Methods: Sixty patients underwent elective CPB heart valve replacement, 38 males and 22 females, aged 18-75 years, BMI 18.5-30.0 kg/m2, ASA physical status Ⅱ or Ⅲ, NYHA cardiac function classificationⅠ-Ⅲ, and a left ventricular ejection fraction (LVEF) of ≥ 45%, were selected. The patients were randomly divided into two groups: esketamine group (group E) and normal saline group (group C), 30 patients in each group. Total intravenous anesthesia was used during the operation. Following the initiation of CPB, group E received an intravenous infusion of esketamine at a rate of 0.5 mg·kg-1·h-1 until the conclusion of the procedure, while group C received an equivalent volume of normal saline concurrently at the same rate. HR, MAP, CVP, and cardiac output index (CI) were recorded before anesthesia induction, during skin resection, and within 60 minutes after stopping CPB. LVEF, left ventricular global longitudinal strain (GLS), global longitudinal time-to-peak strain standard deviation (GLTSD), global circumferential strain (GCS), global circumferential time-to-peak strain standard deviation (GCTSD), right ventricular ejection fraction (RVEF), right ventricular GLS, and GLTSD were obtained during skin resection, within 40 minutes of CPB, and 60 minutes after stopping CPB. rScO2, BIS, concentrations of Hb and lactic acid (Lac), peak systolic flow velocity (SPV), quantity of flow-internal carotid artery (Q-ICA), and blood flow resistance index (RI) were recorded before anesthesia induction, during skin resection, within 40 minutes of CPB, and within 60 minutes after stopping CPB. Concentrations of cardiac troponin I (cTnI), alanine aminotransferase (ALT), creatinine (Cr), and neuron-specific enolase (NSE) were recorded before anesthesia induction and 6 hours after operation.

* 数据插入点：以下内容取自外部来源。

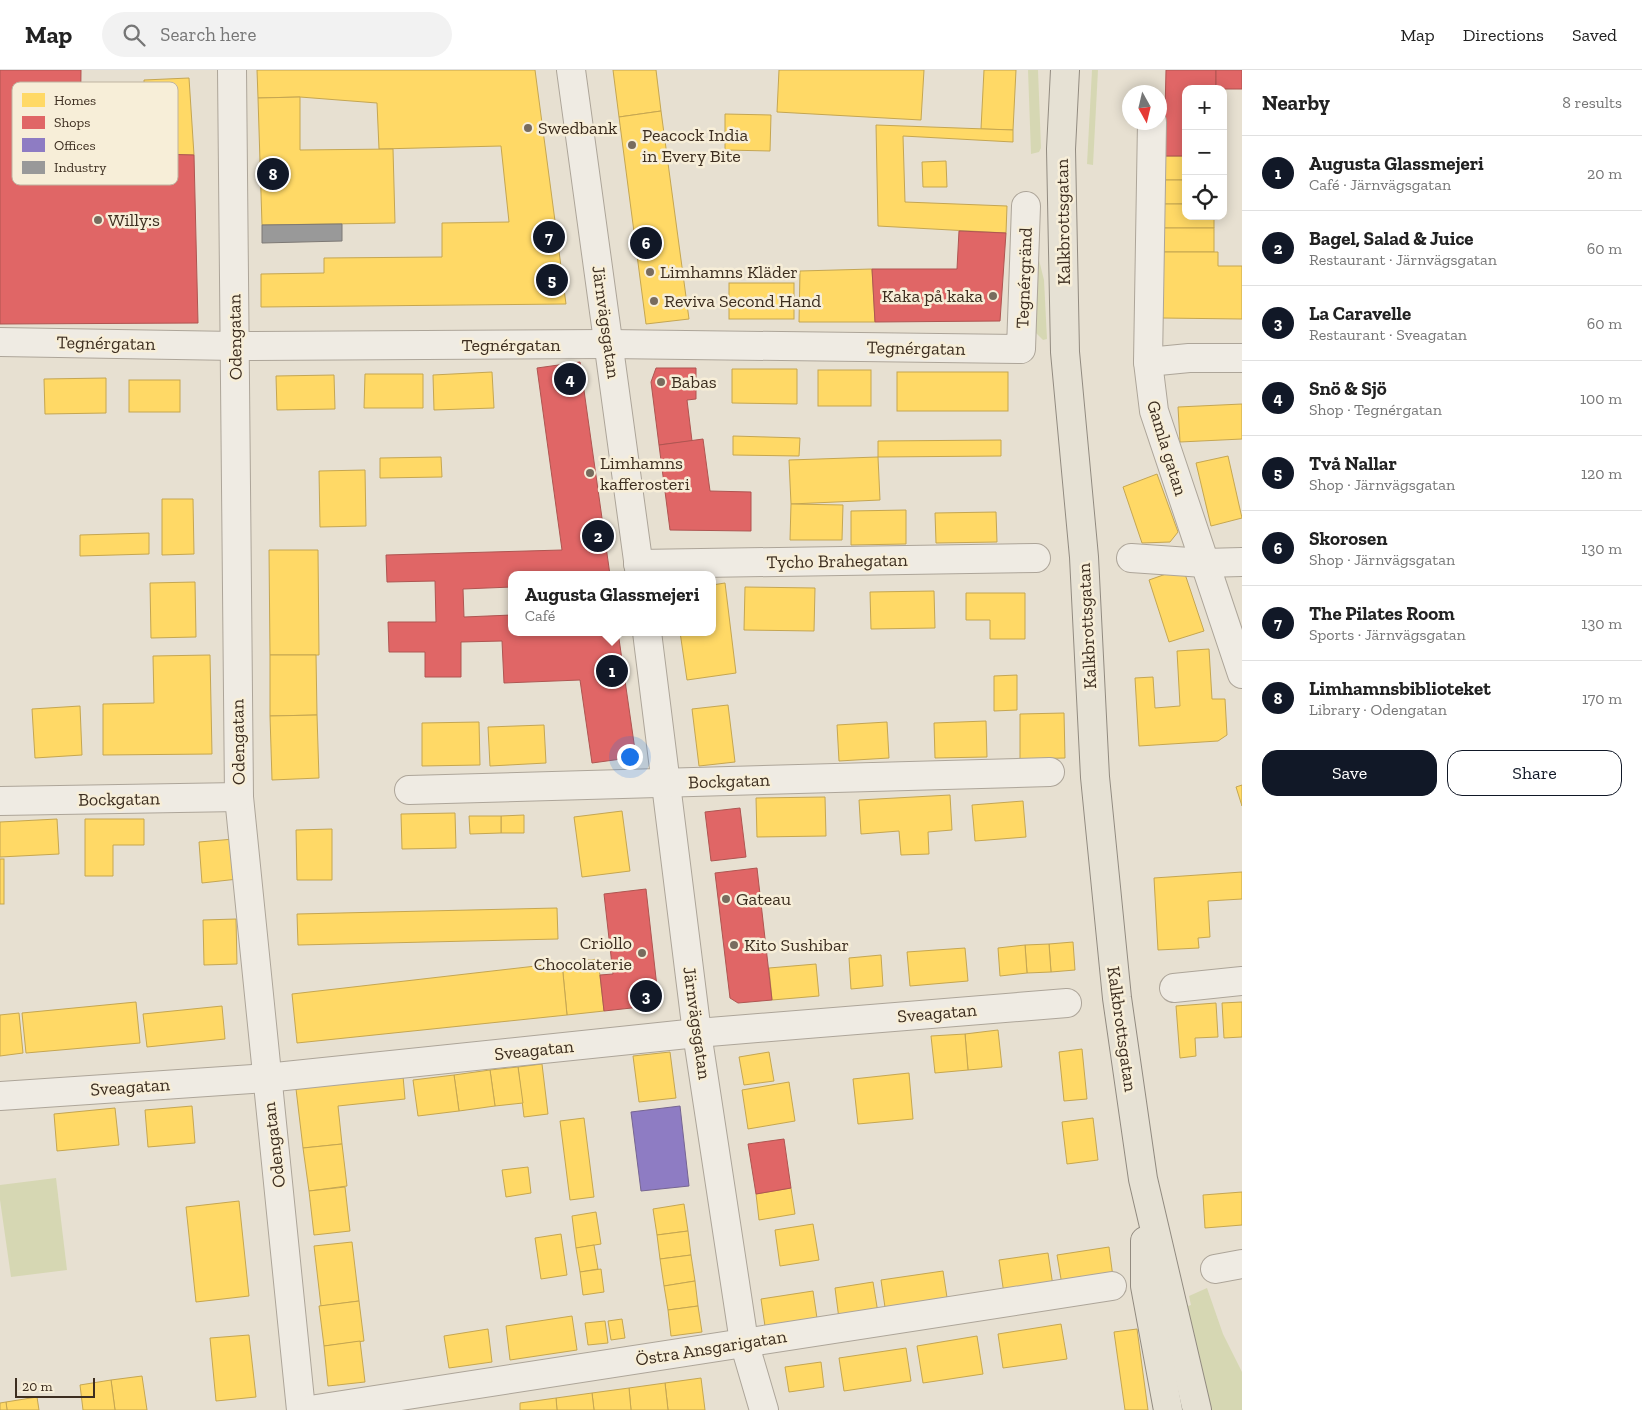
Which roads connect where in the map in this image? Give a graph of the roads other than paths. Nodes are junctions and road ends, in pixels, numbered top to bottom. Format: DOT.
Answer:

Spontaneous resuscitation after CPB, postoperative extubation time, duration of ICU stay, total hospital stay, incidence of adverse cardiac events, and 30-day postoperative mortality were recorded.
Results: Compared with group C, group E exhibited a significant increase in CI within 60 minutes after stopping CPB (P < 0.05). The LVEF, RVEF, and right ventricular GLS demonstrated significant increases within 60 minutes after stopping CPB in group E compared with group C (P < 0.05). The left ventricular GLS and left ventricular GCTSD displayed significant increases 30 minutes after stopping CPB in group E compared with group C. The RI exhibited a significant increase within 40 minutes of CPB in group E compared with group C (P < 0.05). There were no significant differences in cTnI, ALT, Cr, NSE, spontaneous resuscitation affter CPB, postoperative extubation time, duration of ICU stay, total hospital stay, incidence of cardiac adverse events, and 30-day postoperative mortality between the two groups.
Conclusion: Administration of esketamine following the onset of CPB in patients undergoing cardiac surgery demonstrates a significant elevation in CI post-CPB cessation. Furthermore, it may augment ventricular longitudinal strain, thereby enhancing myocardial contraction, leading to increased postoperative ventricular ejection fraction, and sustaining hemodynamic stability.